Bertrand Bonello : « Revenir au film de genre pour parler du politique »

Bertrand Bonello est l’un des cinéastes français contemporains les plus doués de sa génération. Musicien, il se passionne ensuite pour le cinéma et réalise une oeuvre profondément singulière et maîtrisée. L’Apollonide : Souvenirs de la Maison close, Nocturama, il manie la fiction avec un fond social et intellectuel qui fait toujours sens. Présent à la Quinzaine des Réalisateurs cannoise cette année, le cinéaste est venu au BRIFF présenter Zombi Child son dernier long métrage, en Compétition Officielle et donner une Master Class aux passionnés.

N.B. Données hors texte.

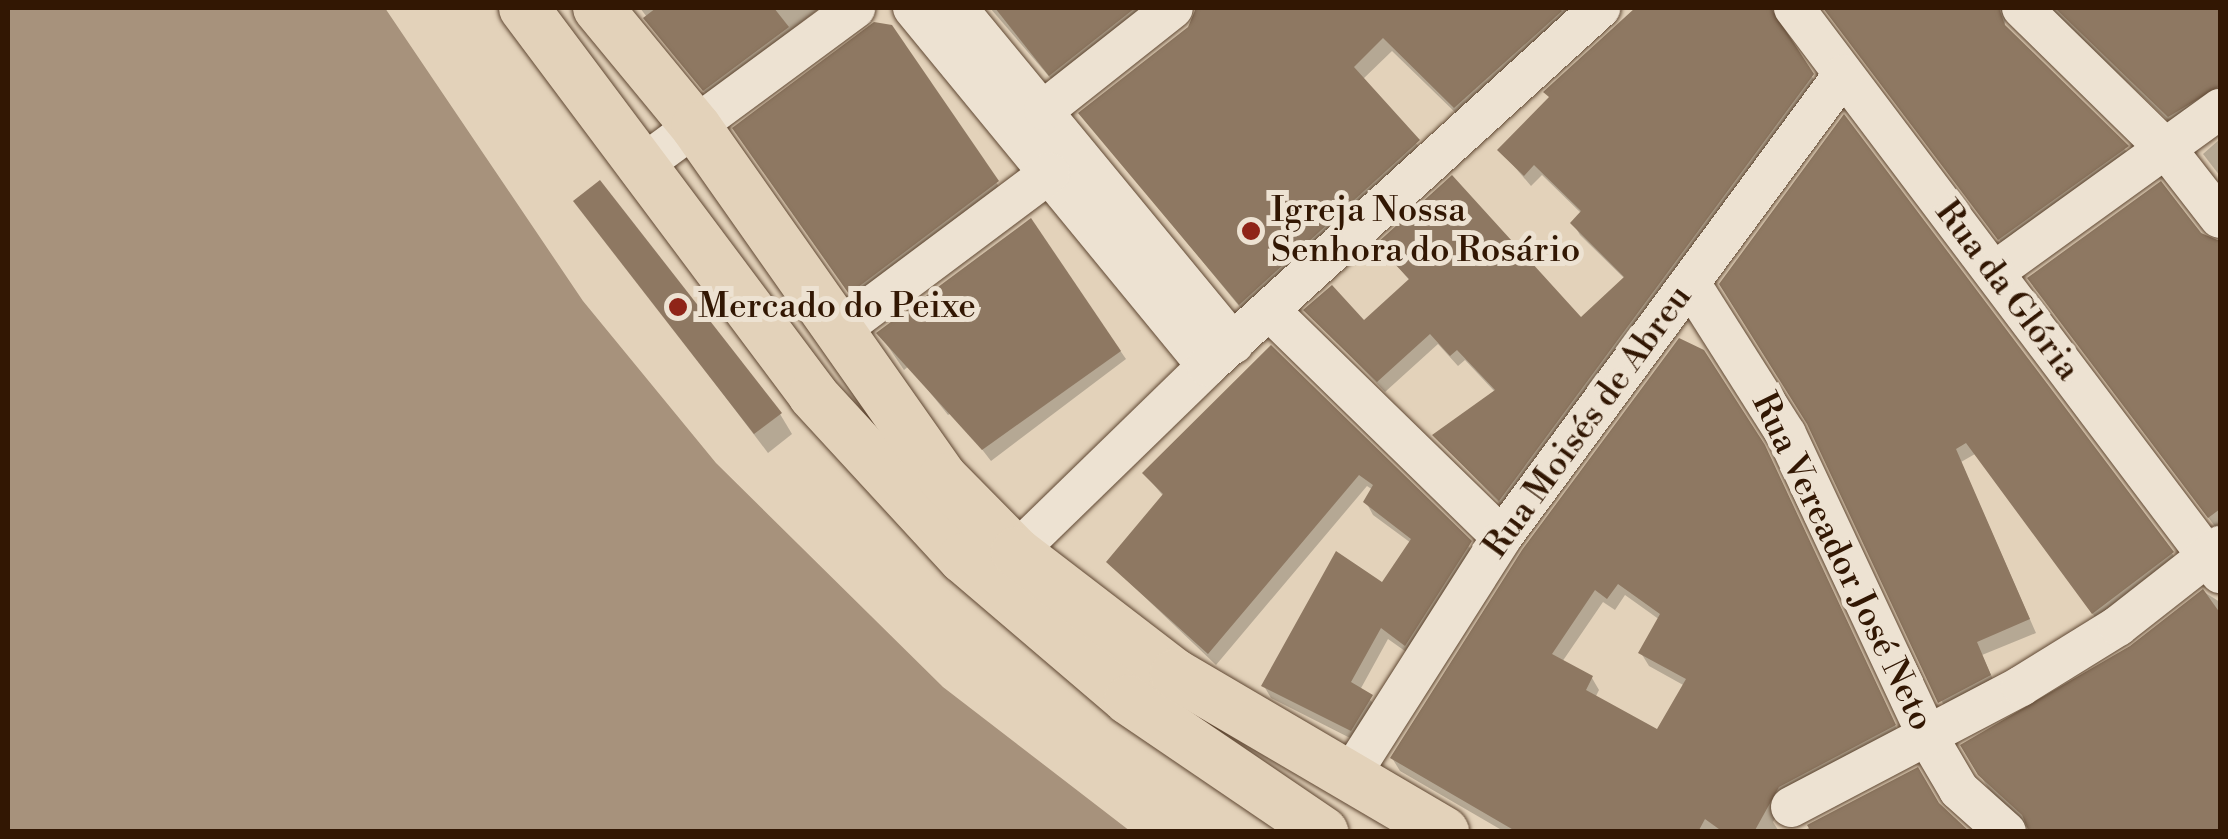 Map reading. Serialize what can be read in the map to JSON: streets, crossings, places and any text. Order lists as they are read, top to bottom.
{
  "streets": {
    "street": ["Rua da Glória", "Rua Moisés de Abreu", "Rua Vereador José Neto"]
  },
  "crossings": [
    ["Rua da Glória", "Rua Moisés de Abreu"],
    ["Rua Moisés de Abreu", "Rua Vereador José Neto"]
  ],
  "places": ["Igreja Nossa Senhora do Rosário", "Mercado do Peixe"]
} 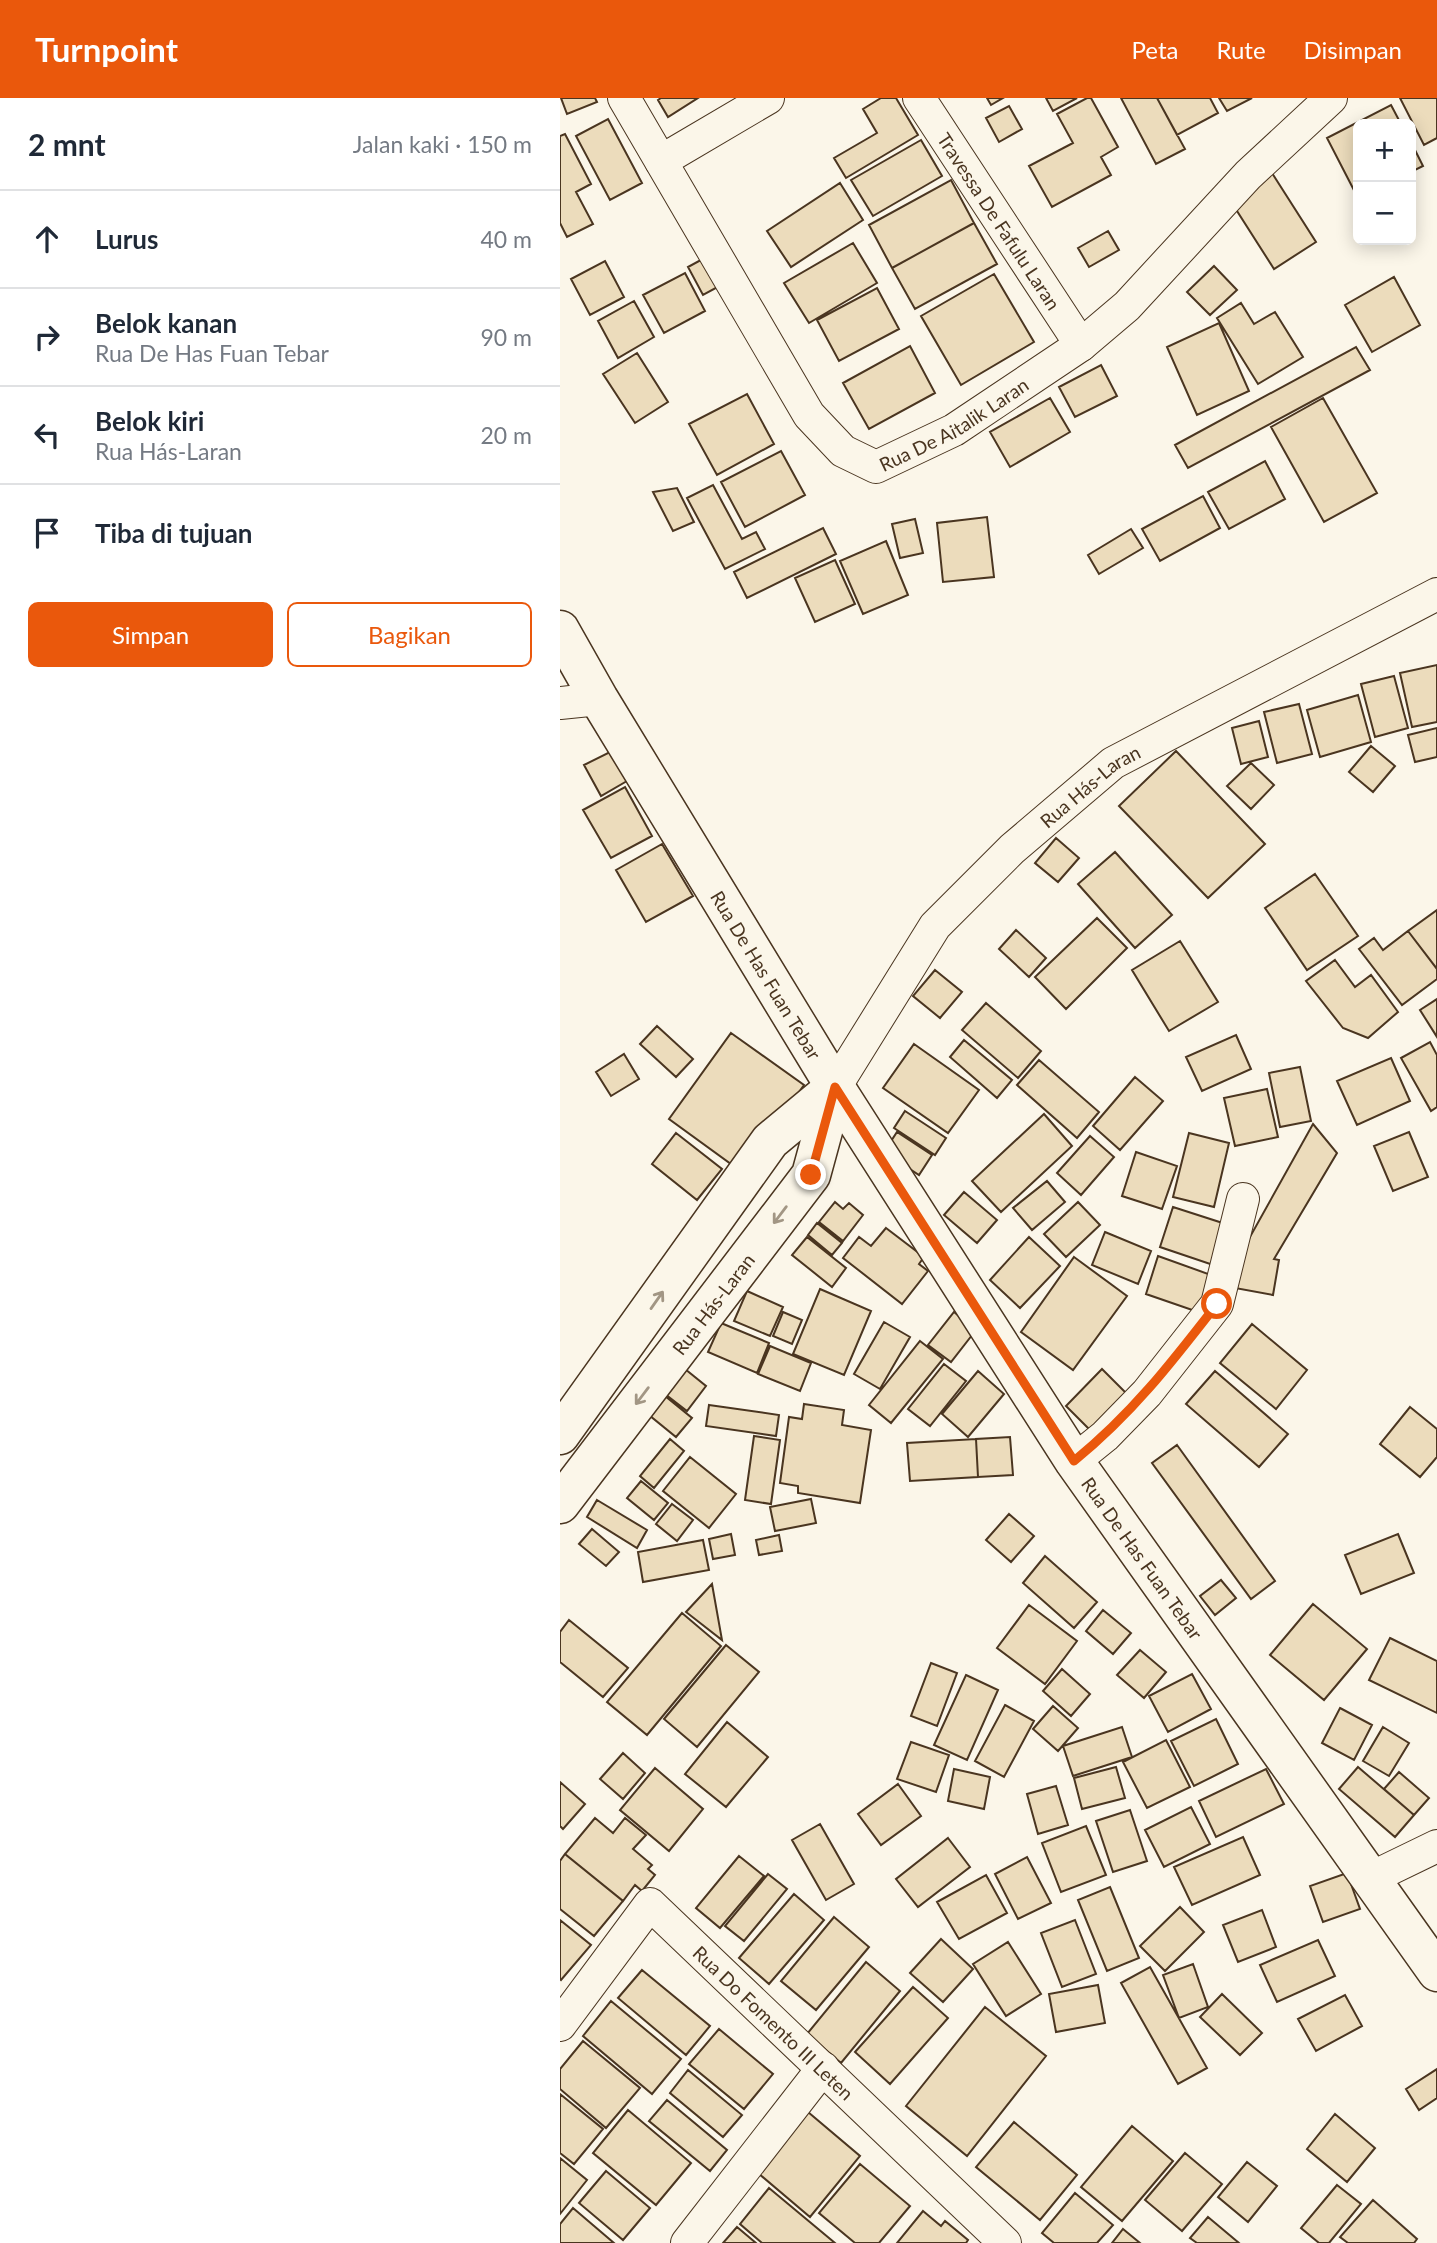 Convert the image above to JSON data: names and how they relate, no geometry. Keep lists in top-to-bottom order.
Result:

 Stéphanie Lannoy : Pourquoi tourner entre deux pays, Haïti et la France ? Bertrand Bonnello : Le point de départ est Haïti, j’avais envie d’un ailleurs pour la première fois. Je connaissais cette histoire depuis très longtemps mais la question était de savoir comment je la pouvais raconter, moi, blanc, français. Le film ne pouvait pas uniquement se passer en Haïti. J’ai réfléchi pour savoir quel point de vue adopter. Le point de départ devait être mon endroit, la France. A cette histoire vraie, j’ai inventé une petite fille dont les parents seraient morts dans le tremblement de terre, la légion etc. pour la ramener en France et faire d’elle une sorte de fil rouge. Je lui ai ajouté ensuite un groupe d’amies pour recevoir tout cela. Une fois mon cadre français en place, j’ai travaillé sur ma partie française pour créer une histoire que j’ai aussi souhaitée très ténue. A savoir un chagrin d’amour d’une adolescente. A ce cheminement s’ajoutait l’envie de deux histoires simples, l’histoire de ce zombi (ndlr le mot « zombi » se terminant par un i, désigne le zombi haïtien. On l’écrira zombie par la suite) et le chagrin de cette jeune fille. Et en travaillant des entremêlements, des contrastes, des ruptures, de provoquer des complexités et non pas des complications, mais des ouvertures, des choses que je ne raconte pas mais que le film finit par faire apparaitre.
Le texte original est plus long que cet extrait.